L’industria dei rifiuti ha decisamente cambiato pelle. Se un tempo le sue aziende si occupavano solamente di nettezza urbana per i Comuni, oggi il comparto si è trasformato in un protagonista hi-tech dell’economia circolare, capace di offrire un contributo importante alla transizione ecologica. Si sviluppano nuove attività, nuovi prodotti, nuove tecnologie, mentre le aziende nel 2023 si sono ingrandite (11,8 miliardi di euro di valore nel 2023, +3,8%), hanno imparato a trattare i rifiuti come materia prima per nuovi (e a volte sorprendenti) cicli di riutilizzo. Hanno quindi aumentato gli investimenti (1,1 miliardi, +8,6%), specie negli impianti. e stringono alleanze nella ricerca e sviluppo, favorendo sempre di più la transizione ecologica ed energetica.

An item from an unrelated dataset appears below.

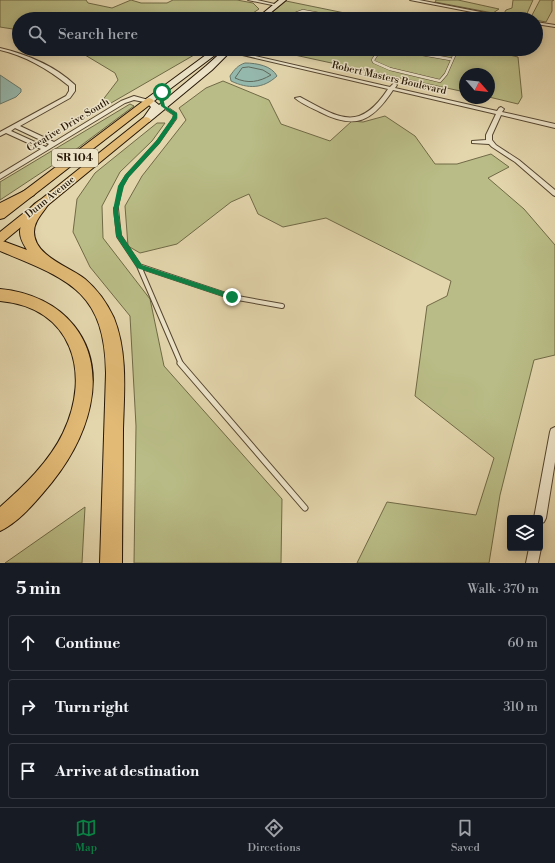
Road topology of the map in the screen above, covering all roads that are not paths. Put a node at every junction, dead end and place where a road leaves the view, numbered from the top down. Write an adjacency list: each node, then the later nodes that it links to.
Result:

Lo rileva il Was Annual Report 2024, l’appuntamento di Althesys che fa il punto sullo stato dell’arte della gestione rifiuti in Italia, giunto all’undicesima edizione. Nell’arco di poco più di un decennio, il settore ha vissuto cambiamenti impensabili fino a pochi anni fa, specie nella gestione di nuovi materiali e soluzioni di riciclo, ma anche grazie alla convergenza fra il comparto dei rifiuti urbani e l’economia dei rifiuti speciali. “Il rapporto – rileva Alessandro Marangoni, a capo del think tank di ricerca – delinea un settore del waste management in crescita i cui mutamenti in atto stanno ridefinendo le strategie delle aziende, attirando l’interesse di sempre più numerosi player da altri settori e facendo sorgere nuove alleanze per condividere risorse e know-how. Dalla prima edizione del report, che analizzava i dati per il triennio 2011-2013, fino all’edizione di oggi, sono emersi diversi elementi di mutamento, ma permangono anche criticità non ancora risolte, come quelle relative alla situazione impiantistica”.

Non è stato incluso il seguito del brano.